Chisel out for the Hinges
Lay a protective pad on the floor and stand the new door on edge, with the hinge layouts facing up.
Next, chisel out for the hinges (these are called hinge mortises). Hold the chisel vertically and tap it with a hammer to outline the mortise. Then make a series of closely spaced cuts as deep as the thickness of the hinge.
Next, hold the chisel at a low angle with its beveled face flat against the wood to prevent it from digging in too deeply when completing the mortise.
Lightly tap the chisel with the hammer to chip away the waste wood a little bit at a time.
Screw on the Hinges
Check the depth of the hinge mortises by test-fitting a hinge leaf; it should be flush with the door edge. If necessary, use the chisel to pare away a bit more wood.

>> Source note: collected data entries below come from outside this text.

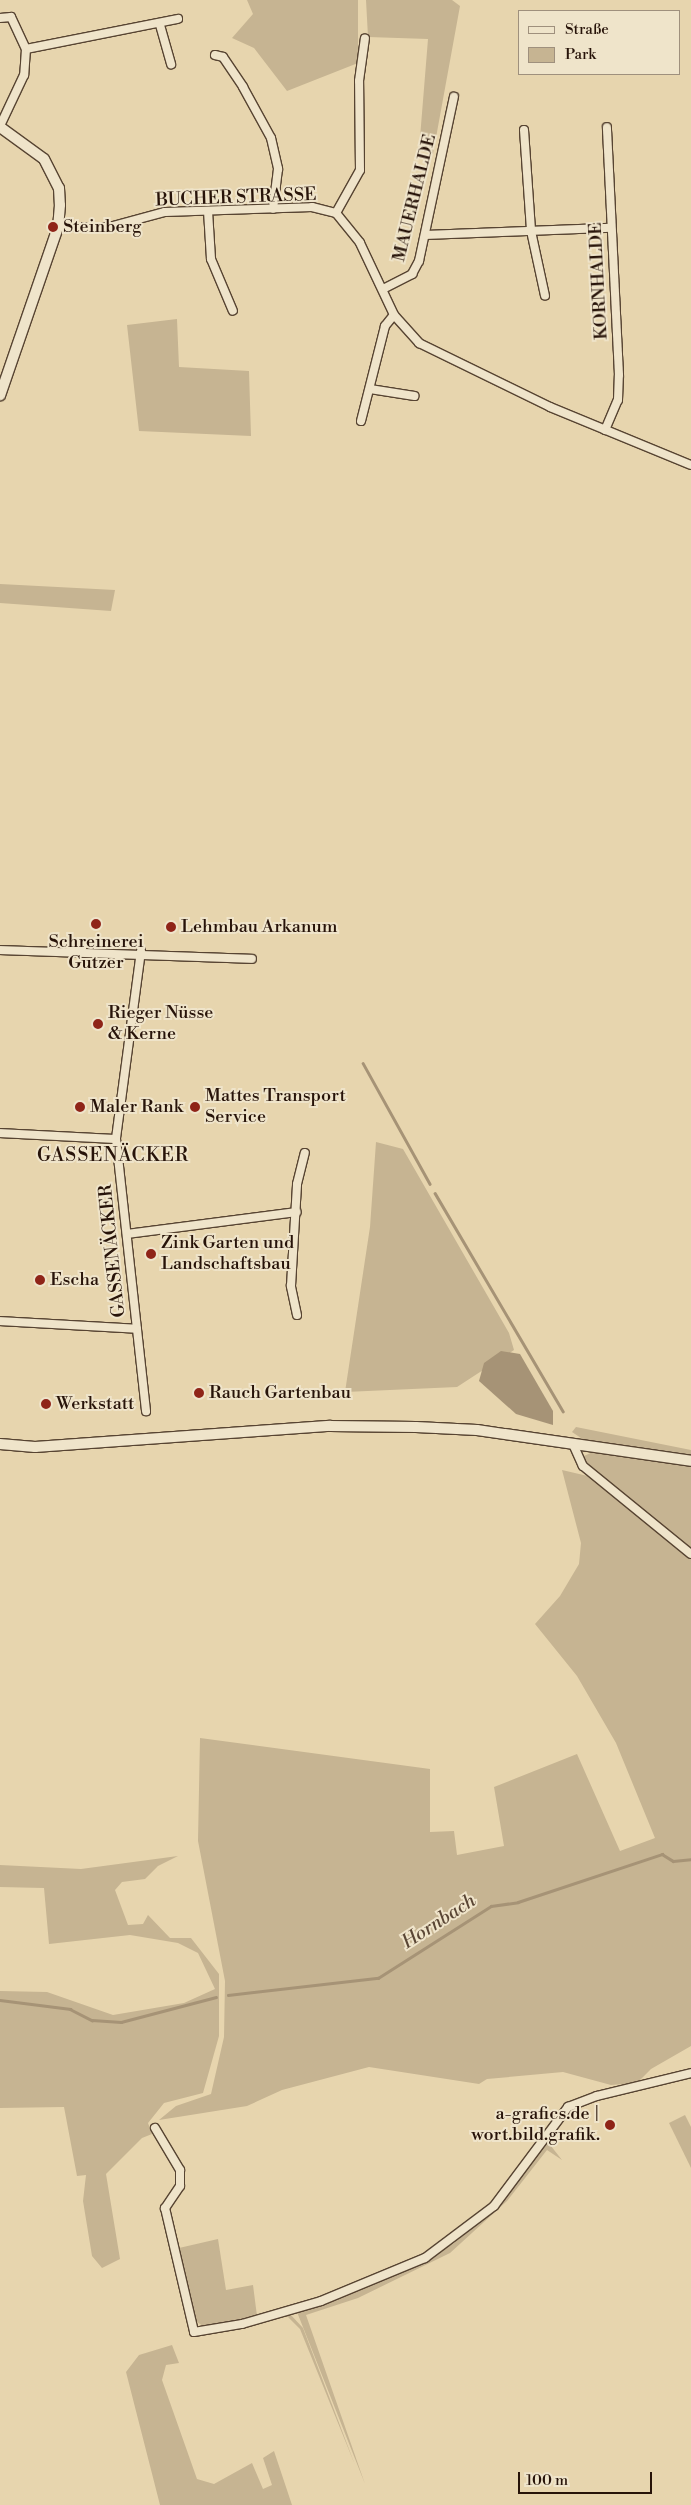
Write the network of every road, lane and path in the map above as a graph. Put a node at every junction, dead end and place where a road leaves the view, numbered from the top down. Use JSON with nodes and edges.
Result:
{"nodes":[{"id":1,"x":0,"y":18,"type":"edge"},
{"id":2,"x":178,"y":19,"type":"dead end"},
{"id":3,"x":160,"y":25,"type":"junction"},
{"id":4,"x":365,"y":38,"type":"dead end"},
{"id":5,"x":26,"y":49,"type":"junction"},
{"id":6,"x":215,"y":55,"type":"dead end"},
{"id":7,"x":171,"y":64,"type":"dead end"},
{"id":8,"x":454,"y":97,"type":"dead end"},
{"id":9,"x":0,"y":127,"type":"edge"},
{"id":10,"x":607,"y":127,"type":"dead end"},
{"id":11,"x":524,"y":130,"type":"dead end"},
{"id":12,"x":273,"y":209,"type":"junction"},
{"id":13,"x":208,"y":210,"type":"junction"},
{"id":14,"x":336,"y":212,"type":"junction"},
{"id":15,"x":58,"y":227,"type":"junction"},
{"id":16,"x":611,"y":228,"type":"junction"},
{"id":17,"x":531,"y":231,"type":"junction"},
{"id":18,"x":425,"y":235,"type":"junction"},
{"id":19,"x":383,"y":289,"type":"junction"},
{"id":20,"x":545,"y":296,"type":"dead end"},
{"id":21,"x":233,"y":311,"type":"dead end"},
{"id":22,"x":394,"y":315,"type":"junction"},
{"id":23,"x":370,"y":389,"type":"junction"},
{"id":24,"x":0,"y":395,"type":"edge"},
{"id":25,"x":414,"y":396,"type":"dead end"},
{"id":26,"x":361,"y":421,"type":"dead end"},
{"id":27,"x":605,"y":430,"type":"junction"},
{"id":28,"x":691,"y":465,"type":"edge"},
{"id":29,"x":0,"y":950,"type":"edge"},
{"id":30,"x":141,"y":951,"type":"junction"},
{"id":31,"x":252,"y":959,"type":"dead end"},
{"id":32,"x":0,"y":1133,"type":"edge"},
{"id":33,"x":116,"y":1139,"type":"junction"},
{"id":34,"x":305,"y":1153,"type":"dead end"},
{"id":35,"x":297,"y":1212,"type":"junction"},
{"id":36,"x":126,"y":1234,"type":"junction"},
{"id":37,"x":297,"y":1315,"type":"dead end"},
{"id":38,"x":0,"y":1321,"type":"edge"},
{"id":39,"x":137,"y":1329,"type":"junction"},
{"id":40,"x":146,"y":1411,"type":"dead end"},
{"id":41,"x":0,"y":1444,"type":"edge"},
{"id":42,"x":573,"y":1444,"type":"junction"},
{"id":43,"x":691,"y":1461,"type":"edge"},
{"id":44,"x":691,"y":1554,"type":"edge"},
{"id":45,"x":691,"y":2073,"type":"edge"},
{"id":46,"x":155,"y":2128,"type":"dead end"}],
"edges":[{"from":1,"to":5,"type":"street"},
{"from":2,"to":3,"type":"street"},
{"from":3,"to":5,"type":"street"},
{"from":3,"to":7,"type":"street"},
{"from":4,"to":14,"type":"street"},
{"from":5,"to":9,"type":"street"},
{"from":6,"to":12,"type":"street"},
{"from":8,"to":18,"type":"street","name":"MAUERHALDE"},
{"from":9,"to":15,"type":"main road"},
{"from":10,"to":16,"type":"street","name":"KORNHALDE"},
{"from":11,"to":17,"type":"street"},
{"from":12,"to":13,"type":"street","name":"BUCHER STRASSE"},
{"from":12,"to":14,"type":"street","name":"BUCHER STRASSE"},
{"from":13,"to":15,"type":"street","name":"BUCHER STRASSE"},
{"from":13,"to":21,"type":"street"},
{"from":14,"to":19,"type":"street","name":"BUCHER STRASSE"},
{"from":15,"to":24,"type":"main road"},
{"from":16,"to":17,"type":"street"},
{"from":16,"to":27,"type":"street","name":"KORNHALDE"},
{"from":17,"to":18,"type":"street"},
{"from":17,"to":20,"type":"street"},
{"from":18,"to":19,"type":"street","name":"MAUERHALDE"},
{"from":19,"to":22,"type":"street","name":"BUCHER STRASSE"},
{"from":22,"to":23,"type":"street"},
{"from":22,"to":27,"type":"street","name":"BUCHER STRASSE"},
{"from":23,"to":25,"type":"street"},
{"from":23,"to":26,"type":"street"},
{"from":27,"to":28,"type":"street","name":"BUCHER STRASSE"},
{"from":29,"to":30,"type":"street"},
{"from":30,"to":31,"type":"street"},
{"from":30,"to":33,"type":"street","name":"GASSENÄCKER"},
{"from":32,"to":33,"type":"street"},
{"from":33,"to":36,"type":"street","name":"GASSENÄCKER"},
{"from":34,"to":35,"type":"street"},
{"from":35,"to":36,"type":"street"},
{"from":35,"to":37,"type":"street"},
{"from":36,"to":39,"type":"street","name":"GASSENÄCKER"},
{"from":38,"to":39,"type":"street","name":"GASSENÄCKER"},
{"from":39,"to":40,"type":"street","name":"GASSENÄCKER"},
{"from":41,"to":42,"type":"main road"},
{"from":42,"to":43,"type":"main road"},
{"from":42,"to":44,"type":"street"},
{"from":45,"to":46,"type":"street"}]}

Set the hinge leaf into the mortise. Use a drill and centering bit to bore pilot holes through the screw holes.
Screw the hinge to the door.
Test-fit the door in the opening. Check that it closes without binding and that there’s proper clearance (1/8 inch) between the door and frame. If not, plane the edges.
Tip: If you accidentally cut a mortise too deep, slip a thin wood or cardboard shim behind the hinge leaf.
Drill for and Assemble the Lockset
Mark where the strike-plate hole meets the door edge.
Position the template supplied with the lockset on this mark and mark for the doorknob and latch. If reusing the old lockset, take measurements from the old door.
Drill the doorknob face bore with a 2 1/8-inch hole saw. Cut the latch’s edge bore with a 7/8-inch spade bit.
Paint or stain the door, as desired, and let dry.
Insert the latch assembly into the edge bore and trace around it with a utility knife. Chisel out a shallow mortise inside this outline.
Screw the latch to the door, then install the doorknobs.
Hang the New Door
Hold the door in the opening and interlace the hinge knuckles.
Once all the hinges are aligned, have a helper insert the hinge pins.
Test the door, making sure it swings smoothly and that the latch engages the strike plate on the doorjamb. If necessary, reposition the strike plate.
Tip: If the door rattles when closed, slightly bend out the metal tab that’s located inside of the strike plate.